Collected data:
/---

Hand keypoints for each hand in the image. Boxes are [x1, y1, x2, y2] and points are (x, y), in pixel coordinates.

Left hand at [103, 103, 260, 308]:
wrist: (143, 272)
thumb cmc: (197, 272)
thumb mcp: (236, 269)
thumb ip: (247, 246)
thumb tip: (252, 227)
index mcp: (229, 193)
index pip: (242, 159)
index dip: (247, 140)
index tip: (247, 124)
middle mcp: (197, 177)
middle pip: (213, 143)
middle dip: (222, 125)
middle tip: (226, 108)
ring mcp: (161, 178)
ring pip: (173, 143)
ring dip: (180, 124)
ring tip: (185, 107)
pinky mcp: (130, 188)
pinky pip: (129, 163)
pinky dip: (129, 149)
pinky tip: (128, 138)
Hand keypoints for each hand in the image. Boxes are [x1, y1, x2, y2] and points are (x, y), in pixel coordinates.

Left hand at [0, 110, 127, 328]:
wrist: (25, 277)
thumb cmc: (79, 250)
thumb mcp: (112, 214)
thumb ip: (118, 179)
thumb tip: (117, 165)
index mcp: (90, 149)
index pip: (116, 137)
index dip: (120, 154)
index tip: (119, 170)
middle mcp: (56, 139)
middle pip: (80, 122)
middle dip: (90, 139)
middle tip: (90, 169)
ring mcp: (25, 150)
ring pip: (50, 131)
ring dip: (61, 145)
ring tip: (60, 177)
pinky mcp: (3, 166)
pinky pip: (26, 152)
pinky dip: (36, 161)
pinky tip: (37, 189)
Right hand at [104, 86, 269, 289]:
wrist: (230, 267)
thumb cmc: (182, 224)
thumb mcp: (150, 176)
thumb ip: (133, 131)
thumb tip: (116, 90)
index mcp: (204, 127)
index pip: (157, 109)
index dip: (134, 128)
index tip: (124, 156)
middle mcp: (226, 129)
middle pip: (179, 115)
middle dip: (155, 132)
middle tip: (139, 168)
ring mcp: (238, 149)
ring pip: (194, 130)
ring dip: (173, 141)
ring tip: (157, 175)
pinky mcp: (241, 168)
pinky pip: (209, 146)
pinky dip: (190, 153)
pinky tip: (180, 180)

\---

The answer should contain every line of the data, unchanged.

Hand keypoints for each hand in the image. Boxes are [x1, y1, x2, y2] and points are (x, y), in pixel coordinates.

Left hand at [103, 103, 260, 308]:
wrist: (143, 272)
thumb cmc: (197, 272)
thumb mcp: (236, 269)
thumb ip: (247, 246)
thumb tip: (252, 227)
index mcp: (229, 193)
index pip: (242, 159)
index dip: (247, 140)
index tip: (247, 124)
middle mcp: (197, 177)
middle pip: (213, 143)
middle dip: (222, 125)
middle tip: (226, 108)
ring mcp: (161, 178)
ring pip: (173, 143)
ring dip: (180, 124)
ring tip: (185, 107)
pinky mcp: (130, 188)
pinky pip: (129, 163)
pinky dip: (129, 149)
pinky tip: (128, 138)
Hand keypoints for each hand in the image. Boxes are [x1, y1, x2, y2] and points are (x, y), in pixel coordinates.

Left hand at [0, 110, 127, 328]:
wrist: (25, 277)
thumb cmc: (79, 250)
thumb mcp: (112, 214)
thumb ip: (118, 179)
thumb tip: (117, 165)
index mcp: (90, 149)
index pip: (116, 137)
index dip: (120, 154)
index tip: (119, 170)
middle mcp: (56, 139)
middle pip: (80, 122)
middle dip: (90, 139)
middle tip: (90, 169)
ring mcp: (25, 150)
ring pip: (50, 131)
ring dip: (61, 145)
ring tip: (60, 177)
pinky mcp: (3, 166)
pinky pip: (26, 152)
pinky dip: (36, 161)
pinky tip: (37, 189)
Right hand at [104, 86, 269, 289]:
wrist: (230, 267)
thumb cmc: (182, 224)
thumb mcp: (150, 176)
thumb ip: (133, 131)
thumb tip: (116, 90)
index mcp: (204, 127)
index pip: (157, 109)
index dip: (134, 128)
index tip: (124, 156)
middle mcp: (226, 129)
middle pip: (179, 115)
middle dip: (155, 132)
middle tip: (139, 168)
ring mcp: (238, 149)
ring pip: (194, 130)
ring dip: (173, 141)
ring tip: (157, 175)
pinky mcp: (241, 168)
pinky pip: (209, 146)
pinky dip: (190, 153)
pinky tip: (180, 180)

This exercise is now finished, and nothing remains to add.